Records excerpted from a collection
□ □ □

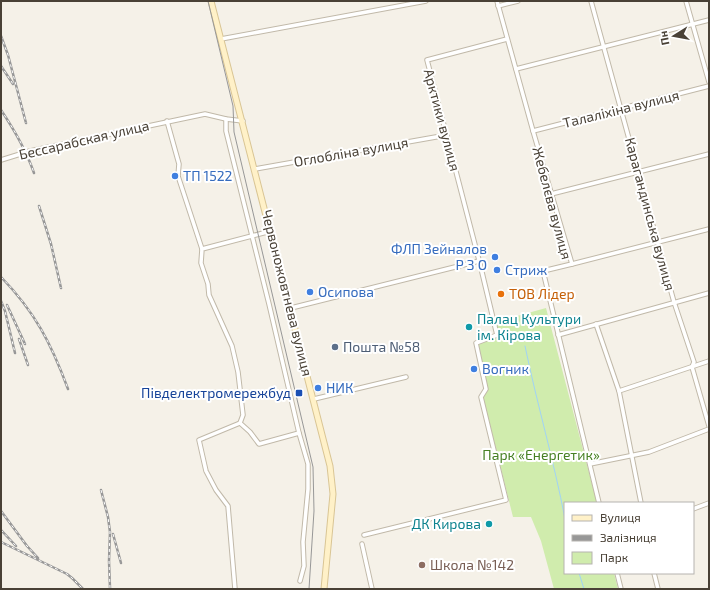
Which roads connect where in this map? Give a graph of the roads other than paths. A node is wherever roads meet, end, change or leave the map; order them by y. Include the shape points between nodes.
1 (211, 1) edge
2 (426, 1) edge
3 (496, 1) edge
4 (518, 1) edge
5 (591, 1) edge
6 (686, 1) edge
7 (498, 6) junction
8 (709, 20) edge
9 (693, 24) junction
10 (221, 39) junction
11 (507, 39) junction
12 (603, 46) junction
13 (516, 69) junction
14 (709, 82) edge
15 (709, 86) edge
16 (621, 110) junction
17 (226, 119) junction
18 (167, 121) junction
19 (243, 121) junction
20 (532, 131) junction
21 (447, 135) junction
22 (709, 154) edge
23 (1, 160) edge
24 (255, 169) junction
25 (639, 173) junction
26 (551, 194) junction
27 (709, 229) edge
28 (271, 231) junction
29 (252, 237) junction
30 (658, 242) junction
31 (202, 249) junction
32 (479, 260) junction
33 (572, 264) junction
34 (709, 293) edge
35 (674, 302) junction
36 (291, 308) junction
37 (596, 324) junction
38 (558, 335) junction
39 (709, 361) edge
40 (692, 367) junction
41 (406, 376) dead end
42 (618, 391) junction
43 (314, 399) junction
44 (240, 423) junction
45 (709, 426) edge
46 (709, 429) edge
47 (299, 433) junction
48 (632, 456) junction
49 (590, 464) junction
50 (599, 502) edge
51 (641, 502) edge
52 (709, 503) edge
53 (694, 509) edge
54 (364, 535) dead end
55 (362, 544) dead end
56 (617, 574) edge
57 (654, 574) edge
58 (300, 581) dead end
59 (235, 589) edge
60 (324, 589) edge
61 (372, 589) edge
62 (621, 589) edge
63 (658, 589) edge

1 - 10 main road, Червоножовтнева вулиця
2 - 10 street
3 - 7 street, Жебелєва вулиця
4 - 7 street
5 - 12 street, Карагандинська вулиця
6 - 9 street
7 - 11 street, Жебелєва вулиця
8 - 9 street
9 - 12 street
9 - 14 street
10 - 19 main road, Червоножовтнева вулиця
11 - 13 street, Жебелєва вулиця
11 - 21 street, Арктики вулиця via 427,60
12 - 13 street
12 - 16 street, Карагандинська вулиця
13 - 20 street, Жебелєва вулиця
15 - 16 street, Талаліхіна вулиця
16 - 20 street, Талаліхіна вулиця
16 - 25 street, Карагандинська вулиця
17 - 18 street, Бессарабская улица via 205,114
17 - 19 street, Бессарабская улица
17 - 29 street via 226,131
18 - 23 street, Бессарабская улица via 30,151
18 - 31 street, Бессарабская улица via 179,164 178,176
19 - 24 main road, Червоножовтнева вулиця
20 - 26 street, Жебелєва вулиця
21 - 24 street, Оглобліна вулиця
21 - 32 street, Арктики вулиця
22 - 25 street
24 - 28 main road, Червоножовтнева вулиця
25 - 26 street
25 - 30 street, Карагандинська вулиця
26 - 33 street, Жебелєва вулиця
27 - 30 street
28 - 29 street
28 - 36 main road, Червоножовтнева вулиця
29 - 31 street
29 - 47 street
30 - 33 street
30 - 35 street, Карагандинська вулиця
31 - 44 street, Бессарабская улица via 201,263 209,296 232,346 238,372 243,415
32 - 36 street
32 - 54 street, Арктики вулиця via 497,335 476,343 486,389 481,397 506,500
33 - 38 street, Жебелєва вулиця via 543,271
34 - 35 street
35 - 37 street
35 - 40 street, Карагандинська вулиця via 694,362
36 - 43 main road, Червоножовтнева вулиця
37 - 38 street
37 - 42 street
38 - 49 street, Жебелєва вулиця
39 - 40 street
40 - 42 street
40 - 45 street, Карагандинська вулиця
41 - 43 street
42 - 48 street
43 - 60 main road, Червоножовтнева вулиця via 330,466 333,494
44 - 47 street via 259,444
44 - 59 street via 199,440 206,471 228,506
46 - 48 street
47 - 58 street via 308,464 304,566
48 - 49 street
48 - 51 street
49 - 50 street, Жебелєва вулиця
52 - 53 street
55 - 61 street
56 - 62 street
57 - 63 street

□ □ □

Read the entries and pick out all lines that include the word "Бессарабская".

17 - 18 street, Бессарабская улица via 205,114
17 - 19 street, Бессарабская улица
18 - 23 street, Бессарабская улица via 30,151
18 - 31 street, Бессарабская улица via 179,164 178,176
31 - 44 street, Бессарабская улица via 201,263 209,296 232,346 238,372 243,415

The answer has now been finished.